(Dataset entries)
◇ ◇ ◇ ◇

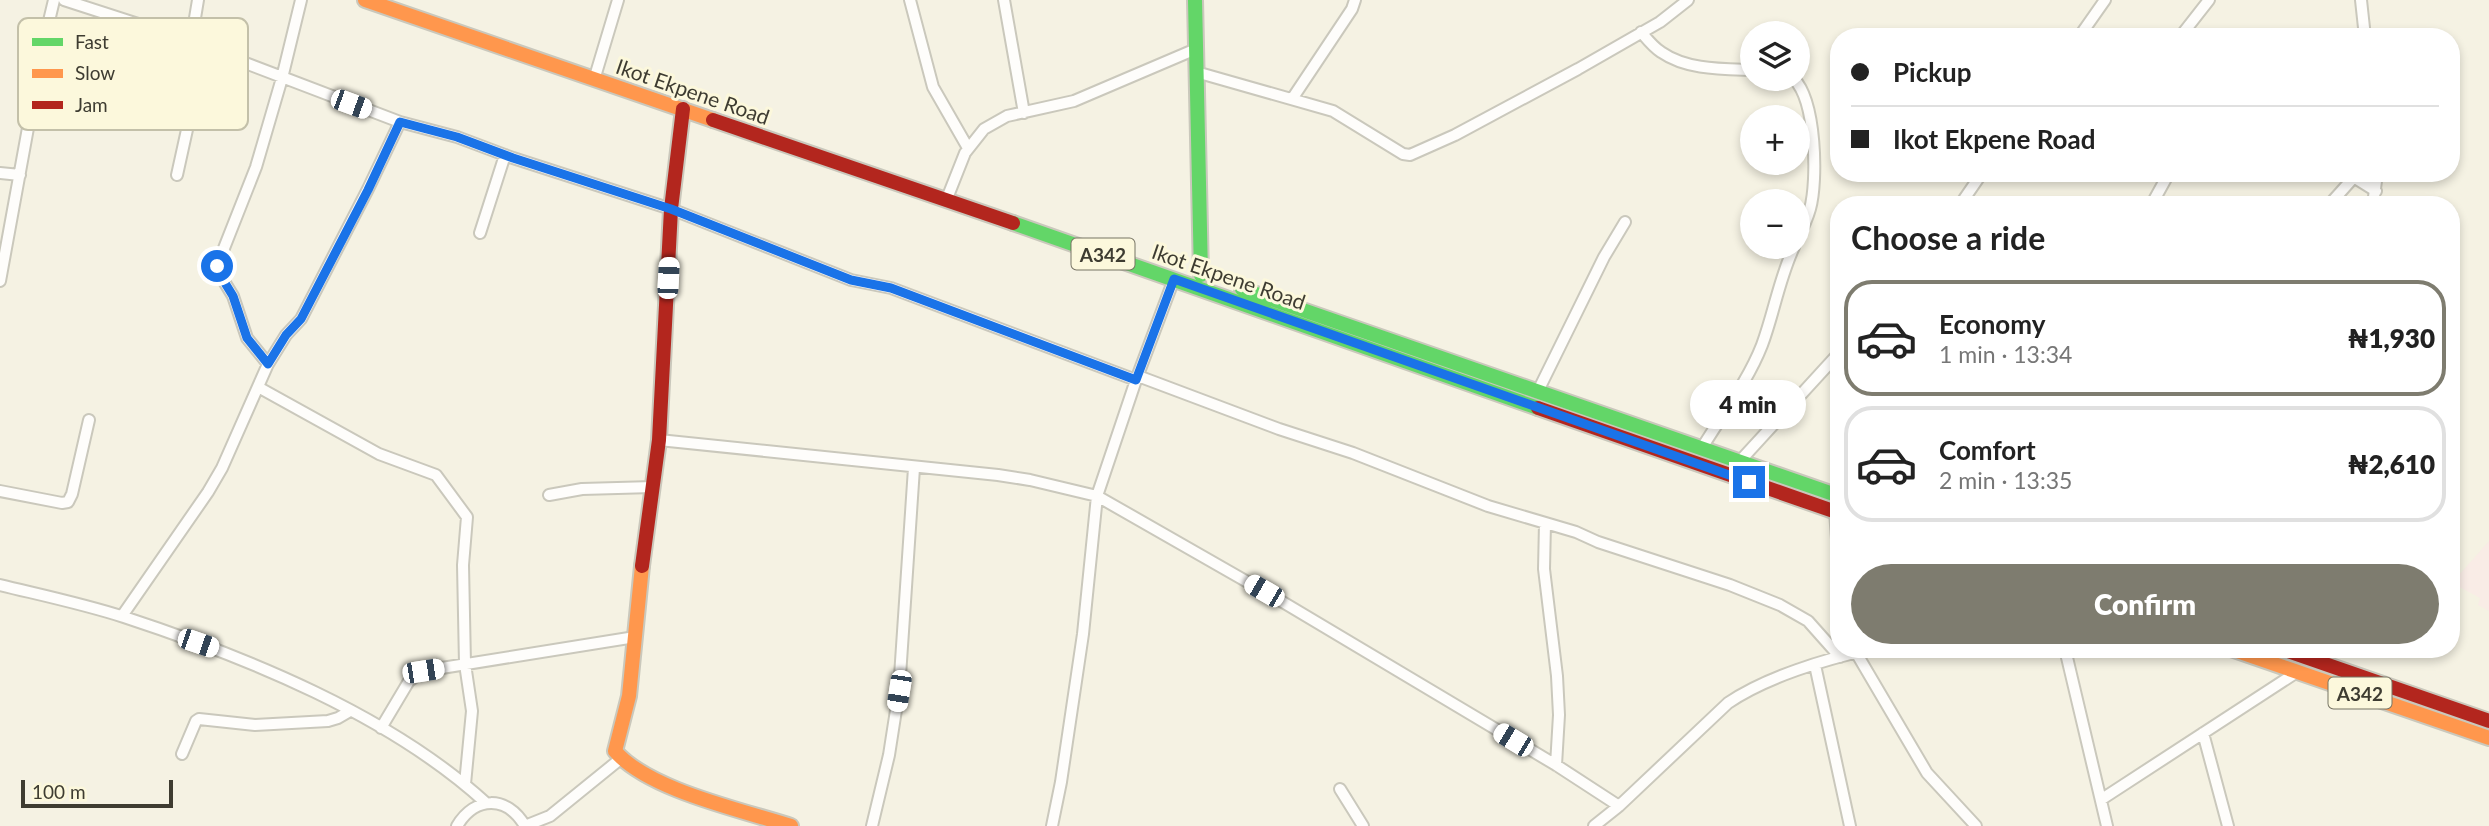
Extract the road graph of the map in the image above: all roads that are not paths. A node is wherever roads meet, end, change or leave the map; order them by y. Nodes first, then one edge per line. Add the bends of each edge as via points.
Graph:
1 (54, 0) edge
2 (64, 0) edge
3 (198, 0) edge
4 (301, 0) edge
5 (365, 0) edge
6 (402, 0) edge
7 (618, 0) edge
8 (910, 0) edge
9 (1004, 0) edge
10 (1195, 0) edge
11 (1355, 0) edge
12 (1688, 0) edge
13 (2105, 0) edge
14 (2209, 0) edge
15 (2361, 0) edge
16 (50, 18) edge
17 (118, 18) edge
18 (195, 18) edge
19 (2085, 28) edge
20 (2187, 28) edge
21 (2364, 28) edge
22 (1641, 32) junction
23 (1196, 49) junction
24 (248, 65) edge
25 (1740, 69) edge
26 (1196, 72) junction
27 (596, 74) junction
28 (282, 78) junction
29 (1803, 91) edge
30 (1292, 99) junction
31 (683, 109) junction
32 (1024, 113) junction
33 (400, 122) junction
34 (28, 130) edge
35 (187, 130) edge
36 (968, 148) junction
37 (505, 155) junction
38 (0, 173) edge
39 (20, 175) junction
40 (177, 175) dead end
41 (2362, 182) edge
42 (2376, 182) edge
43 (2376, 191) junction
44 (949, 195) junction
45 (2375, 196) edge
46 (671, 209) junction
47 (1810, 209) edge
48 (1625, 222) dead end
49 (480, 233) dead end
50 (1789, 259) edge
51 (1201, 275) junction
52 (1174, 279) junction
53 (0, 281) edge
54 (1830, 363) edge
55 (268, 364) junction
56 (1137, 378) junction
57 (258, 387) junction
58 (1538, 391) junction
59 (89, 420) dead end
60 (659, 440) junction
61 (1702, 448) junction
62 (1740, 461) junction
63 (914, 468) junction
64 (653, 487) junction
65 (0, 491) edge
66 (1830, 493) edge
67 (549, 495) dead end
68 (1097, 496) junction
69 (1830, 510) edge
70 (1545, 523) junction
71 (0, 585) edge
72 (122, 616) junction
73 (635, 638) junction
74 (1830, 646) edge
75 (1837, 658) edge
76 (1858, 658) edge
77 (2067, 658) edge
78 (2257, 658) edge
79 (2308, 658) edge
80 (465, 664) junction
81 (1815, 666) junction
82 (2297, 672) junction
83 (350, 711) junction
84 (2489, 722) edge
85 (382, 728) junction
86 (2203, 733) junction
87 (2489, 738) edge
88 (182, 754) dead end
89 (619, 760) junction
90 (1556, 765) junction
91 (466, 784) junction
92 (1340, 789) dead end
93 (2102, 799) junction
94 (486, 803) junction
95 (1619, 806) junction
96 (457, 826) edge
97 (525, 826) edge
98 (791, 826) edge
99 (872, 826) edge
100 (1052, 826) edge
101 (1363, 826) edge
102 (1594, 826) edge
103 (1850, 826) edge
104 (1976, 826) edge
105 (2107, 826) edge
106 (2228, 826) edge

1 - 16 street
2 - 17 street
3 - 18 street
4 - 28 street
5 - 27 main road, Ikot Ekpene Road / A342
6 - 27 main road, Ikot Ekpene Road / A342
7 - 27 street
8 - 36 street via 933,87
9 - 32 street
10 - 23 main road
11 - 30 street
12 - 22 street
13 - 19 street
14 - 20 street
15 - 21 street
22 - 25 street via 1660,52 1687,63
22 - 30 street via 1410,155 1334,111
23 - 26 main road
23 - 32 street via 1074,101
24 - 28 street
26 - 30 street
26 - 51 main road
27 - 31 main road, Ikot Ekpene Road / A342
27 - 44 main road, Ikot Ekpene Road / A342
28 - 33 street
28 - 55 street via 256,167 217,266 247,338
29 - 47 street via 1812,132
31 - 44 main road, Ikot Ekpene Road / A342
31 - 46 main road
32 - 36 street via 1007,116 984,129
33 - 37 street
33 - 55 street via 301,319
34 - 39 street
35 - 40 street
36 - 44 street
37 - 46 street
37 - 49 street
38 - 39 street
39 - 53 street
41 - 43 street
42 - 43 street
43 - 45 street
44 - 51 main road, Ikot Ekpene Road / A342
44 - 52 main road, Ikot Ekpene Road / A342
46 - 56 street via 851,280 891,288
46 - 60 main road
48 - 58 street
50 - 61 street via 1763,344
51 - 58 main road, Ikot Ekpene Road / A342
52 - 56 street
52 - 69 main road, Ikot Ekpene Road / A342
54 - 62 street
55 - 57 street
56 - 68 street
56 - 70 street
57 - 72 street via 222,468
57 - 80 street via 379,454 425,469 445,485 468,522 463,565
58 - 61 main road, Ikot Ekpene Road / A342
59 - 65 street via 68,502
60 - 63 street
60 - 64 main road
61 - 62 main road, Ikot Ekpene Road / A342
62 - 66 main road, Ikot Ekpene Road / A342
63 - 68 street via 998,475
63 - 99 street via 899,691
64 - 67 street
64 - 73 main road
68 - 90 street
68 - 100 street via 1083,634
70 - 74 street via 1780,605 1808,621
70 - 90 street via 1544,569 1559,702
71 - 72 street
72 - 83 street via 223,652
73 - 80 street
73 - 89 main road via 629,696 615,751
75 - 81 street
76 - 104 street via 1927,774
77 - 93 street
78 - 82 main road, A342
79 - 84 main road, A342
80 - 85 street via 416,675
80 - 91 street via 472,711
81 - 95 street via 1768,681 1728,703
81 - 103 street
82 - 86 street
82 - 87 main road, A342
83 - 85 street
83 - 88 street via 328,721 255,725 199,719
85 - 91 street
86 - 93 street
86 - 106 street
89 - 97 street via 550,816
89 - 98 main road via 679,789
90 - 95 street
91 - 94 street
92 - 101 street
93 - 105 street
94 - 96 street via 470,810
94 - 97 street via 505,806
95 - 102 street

◇ ◇ ◇ ◇

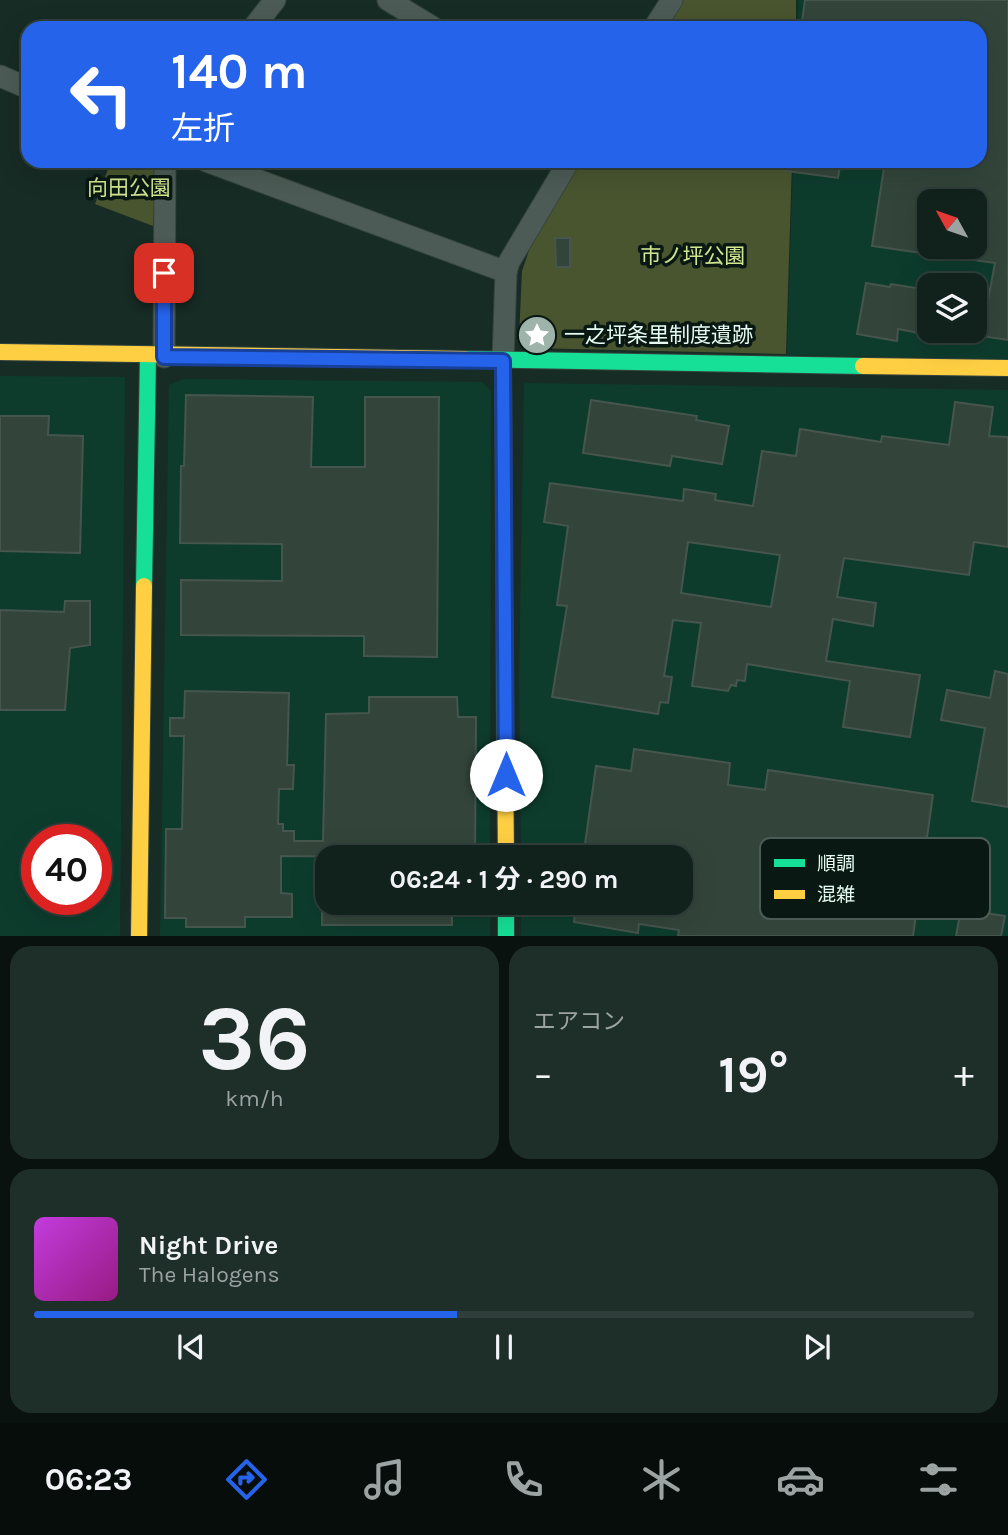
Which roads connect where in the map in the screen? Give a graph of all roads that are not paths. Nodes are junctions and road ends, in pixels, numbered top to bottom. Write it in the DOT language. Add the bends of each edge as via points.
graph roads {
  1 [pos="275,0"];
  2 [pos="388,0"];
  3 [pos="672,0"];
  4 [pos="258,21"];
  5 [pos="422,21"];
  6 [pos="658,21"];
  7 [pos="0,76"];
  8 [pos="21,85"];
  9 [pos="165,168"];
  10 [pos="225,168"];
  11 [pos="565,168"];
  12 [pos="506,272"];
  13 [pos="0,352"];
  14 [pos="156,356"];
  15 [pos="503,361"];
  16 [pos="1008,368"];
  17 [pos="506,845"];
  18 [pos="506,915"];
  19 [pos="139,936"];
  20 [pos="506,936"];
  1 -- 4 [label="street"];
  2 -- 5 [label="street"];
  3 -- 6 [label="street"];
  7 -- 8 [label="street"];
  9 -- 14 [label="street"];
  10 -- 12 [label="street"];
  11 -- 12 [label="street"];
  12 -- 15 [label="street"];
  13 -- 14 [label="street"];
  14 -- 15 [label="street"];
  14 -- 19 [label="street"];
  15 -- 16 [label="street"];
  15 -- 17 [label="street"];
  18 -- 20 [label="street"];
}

◇ ◇ ◇ ◇

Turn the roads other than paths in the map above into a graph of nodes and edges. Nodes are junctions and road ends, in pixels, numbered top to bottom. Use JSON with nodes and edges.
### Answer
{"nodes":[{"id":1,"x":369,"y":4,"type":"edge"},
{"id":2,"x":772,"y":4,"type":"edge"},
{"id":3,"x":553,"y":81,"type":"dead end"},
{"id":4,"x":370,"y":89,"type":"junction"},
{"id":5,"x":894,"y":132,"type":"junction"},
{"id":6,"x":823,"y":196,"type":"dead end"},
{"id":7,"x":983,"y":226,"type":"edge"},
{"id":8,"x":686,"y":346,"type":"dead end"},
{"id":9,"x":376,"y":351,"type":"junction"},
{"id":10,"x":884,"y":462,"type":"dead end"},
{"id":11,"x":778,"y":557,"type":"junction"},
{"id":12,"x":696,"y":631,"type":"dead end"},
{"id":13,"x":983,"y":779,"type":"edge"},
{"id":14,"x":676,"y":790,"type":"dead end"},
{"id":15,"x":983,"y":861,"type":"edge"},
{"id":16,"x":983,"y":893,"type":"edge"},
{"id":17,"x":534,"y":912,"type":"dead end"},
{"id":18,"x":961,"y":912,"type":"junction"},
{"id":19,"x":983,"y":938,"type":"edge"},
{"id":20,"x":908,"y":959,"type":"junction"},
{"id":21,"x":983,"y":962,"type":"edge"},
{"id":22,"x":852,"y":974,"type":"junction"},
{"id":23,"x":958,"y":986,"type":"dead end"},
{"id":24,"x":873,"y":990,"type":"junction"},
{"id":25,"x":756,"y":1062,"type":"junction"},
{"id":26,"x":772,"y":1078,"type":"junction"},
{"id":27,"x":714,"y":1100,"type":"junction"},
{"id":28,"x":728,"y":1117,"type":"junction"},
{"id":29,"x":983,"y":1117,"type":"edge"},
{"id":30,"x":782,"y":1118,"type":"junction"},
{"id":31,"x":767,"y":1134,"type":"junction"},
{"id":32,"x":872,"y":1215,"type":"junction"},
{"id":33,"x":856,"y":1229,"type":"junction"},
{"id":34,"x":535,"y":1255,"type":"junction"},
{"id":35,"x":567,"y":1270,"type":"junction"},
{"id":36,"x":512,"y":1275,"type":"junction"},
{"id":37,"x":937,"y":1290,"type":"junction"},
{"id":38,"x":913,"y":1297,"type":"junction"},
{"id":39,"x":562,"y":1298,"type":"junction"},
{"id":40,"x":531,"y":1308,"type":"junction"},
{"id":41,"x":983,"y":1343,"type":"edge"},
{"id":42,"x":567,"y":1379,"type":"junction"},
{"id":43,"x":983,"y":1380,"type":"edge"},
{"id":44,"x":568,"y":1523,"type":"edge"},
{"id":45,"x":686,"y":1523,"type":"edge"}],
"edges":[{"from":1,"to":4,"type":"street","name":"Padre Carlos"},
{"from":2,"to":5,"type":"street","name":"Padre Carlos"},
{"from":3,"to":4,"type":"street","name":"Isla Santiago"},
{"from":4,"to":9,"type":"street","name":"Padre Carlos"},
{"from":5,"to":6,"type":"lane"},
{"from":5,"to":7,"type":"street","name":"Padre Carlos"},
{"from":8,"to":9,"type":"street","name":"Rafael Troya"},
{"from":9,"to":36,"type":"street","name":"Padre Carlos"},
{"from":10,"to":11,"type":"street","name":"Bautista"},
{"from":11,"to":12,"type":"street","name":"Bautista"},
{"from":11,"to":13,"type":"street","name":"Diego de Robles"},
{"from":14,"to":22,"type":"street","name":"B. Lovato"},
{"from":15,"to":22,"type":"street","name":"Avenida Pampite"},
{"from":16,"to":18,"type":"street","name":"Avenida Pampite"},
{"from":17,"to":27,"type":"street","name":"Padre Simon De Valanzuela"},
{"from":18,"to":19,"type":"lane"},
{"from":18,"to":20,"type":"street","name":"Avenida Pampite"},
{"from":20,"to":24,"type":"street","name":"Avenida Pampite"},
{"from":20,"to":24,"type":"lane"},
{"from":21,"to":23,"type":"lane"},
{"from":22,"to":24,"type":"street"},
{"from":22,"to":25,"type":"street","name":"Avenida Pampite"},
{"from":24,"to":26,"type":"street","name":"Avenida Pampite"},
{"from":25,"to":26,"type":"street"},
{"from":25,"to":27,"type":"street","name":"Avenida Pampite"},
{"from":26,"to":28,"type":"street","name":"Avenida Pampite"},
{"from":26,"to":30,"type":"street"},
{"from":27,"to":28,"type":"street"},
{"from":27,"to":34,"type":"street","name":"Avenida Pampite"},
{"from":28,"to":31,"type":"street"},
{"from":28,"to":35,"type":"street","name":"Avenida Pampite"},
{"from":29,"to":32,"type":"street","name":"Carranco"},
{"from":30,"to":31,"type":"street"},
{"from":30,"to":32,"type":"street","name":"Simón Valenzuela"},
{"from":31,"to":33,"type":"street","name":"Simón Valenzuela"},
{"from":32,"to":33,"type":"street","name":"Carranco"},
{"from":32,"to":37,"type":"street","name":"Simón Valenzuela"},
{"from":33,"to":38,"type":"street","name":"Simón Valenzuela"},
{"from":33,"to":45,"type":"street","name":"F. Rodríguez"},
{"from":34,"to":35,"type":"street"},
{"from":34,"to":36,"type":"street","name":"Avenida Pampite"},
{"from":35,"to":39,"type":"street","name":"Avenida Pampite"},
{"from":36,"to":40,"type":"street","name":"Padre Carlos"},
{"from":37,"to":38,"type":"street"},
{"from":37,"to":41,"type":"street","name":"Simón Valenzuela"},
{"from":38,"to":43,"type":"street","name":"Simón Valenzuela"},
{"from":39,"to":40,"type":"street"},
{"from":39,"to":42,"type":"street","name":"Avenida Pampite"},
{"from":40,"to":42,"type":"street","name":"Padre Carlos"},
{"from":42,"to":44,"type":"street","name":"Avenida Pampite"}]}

◇ ◇ ◇ ◇

» **Requirement**
Your answer should hold every line of the entries that contains the string "above".

» **Output for this exercise**
Extract the road graph of the map in the image above: all roads that are not paths. A node is wherever roads meet, end, change or leave the map; order them by y. Nodes first, then one edge per line. Add the bends of each edge as via points.
Turn the roads other than paths in the map above into a graph of nodes and edges. Nodes are junctions and road ends, in pixels, numbered top to bottom. Use JSON with nodes and edges.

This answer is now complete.